Records provided ▸
========================================================================

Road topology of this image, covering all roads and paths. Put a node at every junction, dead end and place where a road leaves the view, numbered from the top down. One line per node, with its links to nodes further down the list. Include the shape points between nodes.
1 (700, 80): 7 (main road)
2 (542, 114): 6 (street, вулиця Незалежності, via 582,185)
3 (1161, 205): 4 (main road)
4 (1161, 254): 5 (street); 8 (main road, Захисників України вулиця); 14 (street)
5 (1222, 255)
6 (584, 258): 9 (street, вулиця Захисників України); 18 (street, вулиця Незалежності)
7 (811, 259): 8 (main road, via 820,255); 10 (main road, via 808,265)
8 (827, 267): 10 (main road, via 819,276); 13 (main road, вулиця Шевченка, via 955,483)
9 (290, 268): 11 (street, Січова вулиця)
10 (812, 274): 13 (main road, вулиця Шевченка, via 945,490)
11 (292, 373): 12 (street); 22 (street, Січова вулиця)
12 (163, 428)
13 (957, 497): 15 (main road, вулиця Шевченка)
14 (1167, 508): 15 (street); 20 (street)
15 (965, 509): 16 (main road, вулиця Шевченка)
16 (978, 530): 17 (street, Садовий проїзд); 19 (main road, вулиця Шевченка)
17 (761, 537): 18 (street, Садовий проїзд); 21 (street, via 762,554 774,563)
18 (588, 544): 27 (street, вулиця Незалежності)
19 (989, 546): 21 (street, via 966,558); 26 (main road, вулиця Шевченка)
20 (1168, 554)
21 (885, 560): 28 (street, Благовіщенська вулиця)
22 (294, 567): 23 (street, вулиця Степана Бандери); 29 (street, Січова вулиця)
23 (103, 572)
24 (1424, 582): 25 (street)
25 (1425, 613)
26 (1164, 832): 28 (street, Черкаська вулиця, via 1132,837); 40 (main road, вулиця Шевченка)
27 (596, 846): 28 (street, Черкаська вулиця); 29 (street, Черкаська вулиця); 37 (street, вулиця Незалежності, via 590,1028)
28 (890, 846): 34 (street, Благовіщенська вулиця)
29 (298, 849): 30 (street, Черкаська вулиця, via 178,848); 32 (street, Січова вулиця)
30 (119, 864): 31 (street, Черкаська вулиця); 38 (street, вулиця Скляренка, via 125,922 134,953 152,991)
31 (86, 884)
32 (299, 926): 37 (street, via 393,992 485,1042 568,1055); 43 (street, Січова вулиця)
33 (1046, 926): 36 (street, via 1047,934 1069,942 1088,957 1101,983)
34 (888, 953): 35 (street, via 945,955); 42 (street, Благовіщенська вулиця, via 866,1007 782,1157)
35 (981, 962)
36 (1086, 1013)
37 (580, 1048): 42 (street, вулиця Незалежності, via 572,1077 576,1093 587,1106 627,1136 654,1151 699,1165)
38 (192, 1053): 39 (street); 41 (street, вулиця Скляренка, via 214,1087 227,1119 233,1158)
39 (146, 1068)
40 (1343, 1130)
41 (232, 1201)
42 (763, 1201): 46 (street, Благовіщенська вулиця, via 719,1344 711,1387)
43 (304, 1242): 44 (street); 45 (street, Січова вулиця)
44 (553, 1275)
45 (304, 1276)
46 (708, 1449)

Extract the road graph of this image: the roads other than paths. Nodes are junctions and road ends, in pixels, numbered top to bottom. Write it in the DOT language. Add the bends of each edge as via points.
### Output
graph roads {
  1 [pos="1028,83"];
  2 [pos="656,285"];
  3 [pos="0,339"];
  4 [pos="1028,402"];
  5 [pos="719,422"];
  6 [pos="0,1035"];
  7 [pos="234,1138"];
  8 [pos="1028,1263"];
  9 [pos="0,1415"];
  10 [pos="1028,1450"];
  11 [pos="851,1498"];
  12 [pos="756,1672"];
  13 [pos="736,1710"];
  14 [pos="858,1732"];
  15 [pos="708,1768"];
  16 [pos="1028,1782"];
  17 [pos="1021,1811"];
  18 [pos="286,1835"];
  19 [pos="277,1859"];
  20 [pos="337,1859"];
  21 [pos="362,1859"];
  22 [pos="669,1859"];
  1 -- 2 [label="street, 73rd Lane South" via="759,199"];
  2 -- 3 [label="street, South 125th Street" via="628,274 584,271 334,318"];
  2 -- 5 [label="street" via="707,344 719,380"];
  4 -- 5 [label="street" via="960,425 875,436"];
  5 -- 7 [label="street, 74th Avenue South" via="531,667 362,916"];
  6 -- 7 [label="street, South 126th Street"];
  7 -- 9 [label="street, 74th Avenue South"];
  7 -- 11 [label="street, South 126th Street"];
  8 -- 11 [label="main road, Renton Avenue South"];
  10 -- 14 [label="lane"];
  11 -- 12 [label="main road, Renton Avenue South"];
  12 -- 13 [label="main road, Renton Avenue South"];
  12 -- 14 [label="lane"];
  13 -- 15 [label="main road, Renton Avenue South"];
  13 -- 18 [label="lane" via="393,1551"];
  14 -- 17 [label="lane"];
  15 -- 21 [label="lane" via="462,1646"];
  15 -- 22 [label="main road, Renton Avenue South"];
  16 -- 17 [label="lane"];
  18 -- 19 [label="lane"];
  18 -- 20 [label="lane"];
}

========================================================================

Assigned task ▸ Could you report all lines of the listing that hold "Незалежності"?

Answer section ▸
2 (542, 114): 6 (street, вулиця Незалежності, via 582,185)
6 (584, 258): 9 (street, вулиця Захисників України); 18 (street, вулиця Незалежності)
18 (588, 544): 27 (street, вулиця Незалежності)
27 (596, 846): 28 (street, Черкаська вулиця); 29 (street, Черкаська вулиця); 37 (street, вулиця Незалежності, via 590,1028)
37 (580, 1048): 42 (street, вулиця Незалежності, via 572,1077 576,1093 587,1106 627,1136 654,1151 699,1165)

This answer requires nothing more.